# [EXERCISE]
Please print out every entry below, verbatim.

# [RECORDS FOR PROCESSING]
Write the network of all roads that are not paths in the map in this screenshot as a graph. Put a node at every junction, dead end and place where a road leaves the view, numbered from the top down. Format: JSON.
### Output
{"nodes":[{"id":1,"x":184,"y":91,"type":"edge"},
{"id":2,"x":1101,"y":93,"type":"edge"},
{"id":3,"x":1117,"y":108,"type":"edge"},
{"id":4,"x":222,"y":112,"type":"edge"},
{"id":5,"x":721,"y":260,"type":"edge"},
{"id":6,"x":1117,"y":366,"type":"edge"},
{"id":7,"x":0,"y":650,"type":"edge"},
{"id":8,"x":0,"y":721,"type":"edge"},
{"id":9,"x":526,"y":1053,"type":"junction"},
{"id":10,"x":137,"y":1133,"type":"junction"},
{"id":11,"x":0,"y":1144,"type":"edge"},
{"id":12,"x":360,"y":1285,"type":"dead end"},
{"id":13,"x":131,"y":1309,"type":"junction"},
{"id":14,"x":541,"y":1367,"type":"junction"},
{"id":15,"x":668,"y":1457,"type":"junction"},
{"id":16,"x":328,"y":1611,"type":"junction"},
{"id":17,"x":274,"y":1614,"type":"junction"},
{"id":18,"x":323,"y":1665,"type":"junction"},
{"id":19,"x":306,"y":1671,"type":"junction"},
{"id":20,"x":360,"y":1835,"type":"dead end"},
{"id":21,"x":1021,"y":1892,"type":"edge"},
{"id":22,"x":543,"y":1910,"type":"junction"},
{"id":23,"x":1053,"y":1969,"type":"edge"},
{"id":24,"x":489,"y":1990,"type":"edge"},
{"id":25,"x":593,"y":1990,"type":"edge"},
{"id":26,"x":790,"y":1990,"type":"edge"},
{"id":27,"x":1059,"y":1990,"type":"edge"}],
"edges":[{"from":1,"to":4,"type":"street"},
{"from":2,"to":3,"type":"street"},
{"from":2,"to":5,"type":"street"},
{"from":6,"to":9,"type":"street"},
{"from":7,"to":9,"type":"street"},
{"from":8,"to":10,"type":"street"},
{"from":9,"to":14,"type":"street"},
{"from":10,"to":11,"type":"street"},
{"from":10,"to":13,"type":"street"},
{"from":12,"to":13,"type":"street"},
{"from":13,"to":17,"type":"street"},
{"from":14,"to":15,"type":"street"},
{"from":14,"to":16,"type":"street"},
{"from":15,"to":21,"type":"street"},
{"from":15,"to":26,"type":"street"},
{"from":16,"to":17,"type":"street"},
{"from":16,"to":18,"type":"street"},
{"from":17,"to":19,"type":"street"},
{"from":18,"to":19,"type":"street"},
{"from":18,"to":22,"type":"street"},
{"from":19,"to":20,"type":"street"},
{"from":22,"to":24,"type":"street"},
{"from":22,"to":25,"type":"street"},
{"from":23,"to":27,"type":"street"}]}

# [TASK SOLUTION]
Write the network of all roads that are not paths in the map in this screenshot as a graph. Put a node at every junction, dead end and place where a road leaves the view, numbered from the top down. Format: JSON.
### Output
{"nodes":[{"id":1,"x":184,"y":91,"type":"edge"},
{"id":2,"x":1101,"y":93,"type":"edge"},
{"id":3,"x":1117,"y":108,"type":"edge"},
{"id":4,"x":222,"y":112,"type":"edge"},
{"id":5,"x":721,"y":260,"type":"edge"},
{"id":6,"x":1117,"y":366,"type":"edge"},
{"id":7,"x":0,"y":650,"type":"edge"},
{"id":8,"x":0,"y":721,"type":"edge"},
{"id":9,"x":526,"y":1053,"type":"junction"},
{"id":10,"x":137,"y":1133,"type":"junction"},
{"id":11,"x":0,"y":1144,"type":"edge"},
{"id":12,"x":360,"y":1285,"type":"dead end"},
{"id":13,"x":131,"y":1309,"type":"junction"},
{"id":14,"x":541,"y":1367,"type":"junction"},
{"id":15,"x":668,"y":1457,"type":"junction"},
{"id":16,"x":328,"y":1611,"type":"junction"},
{"id":17,"x":274,"y":1614,"type":"junction"},
{"id":18,"x":323,"y":1665,"type":"junction"},
{"id":19,"x":306,"y":1671,"type":"junction"},
{"id":20,"x":360,"y":1835,"type":"dead end"},
{"id":21,"x":1021,"y":1892,"type":"edge"},
{"id":22,"x":543,"y":1910,"type":"junction"},
{"id":23,"x":1053,"y":1969,"type":"edge"},
{"id":24,"x":489,"y":1990,"type":"edge"},
{"id":25,"x":593,"y":1990,"type":"edge"},
{"id":26,"x":790,"y":1990,"type":"edge"},
{"id":27,"x":1059,"y":1990,"type":"edge"}],
"edges":[{"from":1,"to":4,"type":"street"},
{"from":2,"to":3,"type":"street"},
{"from":2,"to":5,"type":"street"},
{"from":6,"to":9,"type":"street"},
{"from":7,"to":9,"type":"street"},
{"from":8,"to":10,"type":"street"},
{"from":9,"to":14,"type":"street"},
{"from":10,"to":11,"type":"street"},
{"from":10,"to":13,"type":"street"},
{"from":12,"to":13,"type":"street"},
{"from":13,"to":17,"type":"street"},
{"from":14,"to":15,"type":"street"},
{"from":14,"to":16,"type":"street"},
{"from":15,"to":21,"type":"street"},
{"from":15,"to":26,"type":"street"},
{"from":16,"to":17,"type":"street"},
{"from":16,"to":18,"type":"street"},
{"from":17,"to":19,"type":"street"},
{"from":18,"to":19,"type":"street"},
{"from":18,"to":22,"type":"street"},
{"from":19,"to":20,"type":"street"},
{"from":22,"to":24,"type":"street"},
{"from":22,"to":25,"type":"street"},
{"from":23,"to":27,"type":"street"}]}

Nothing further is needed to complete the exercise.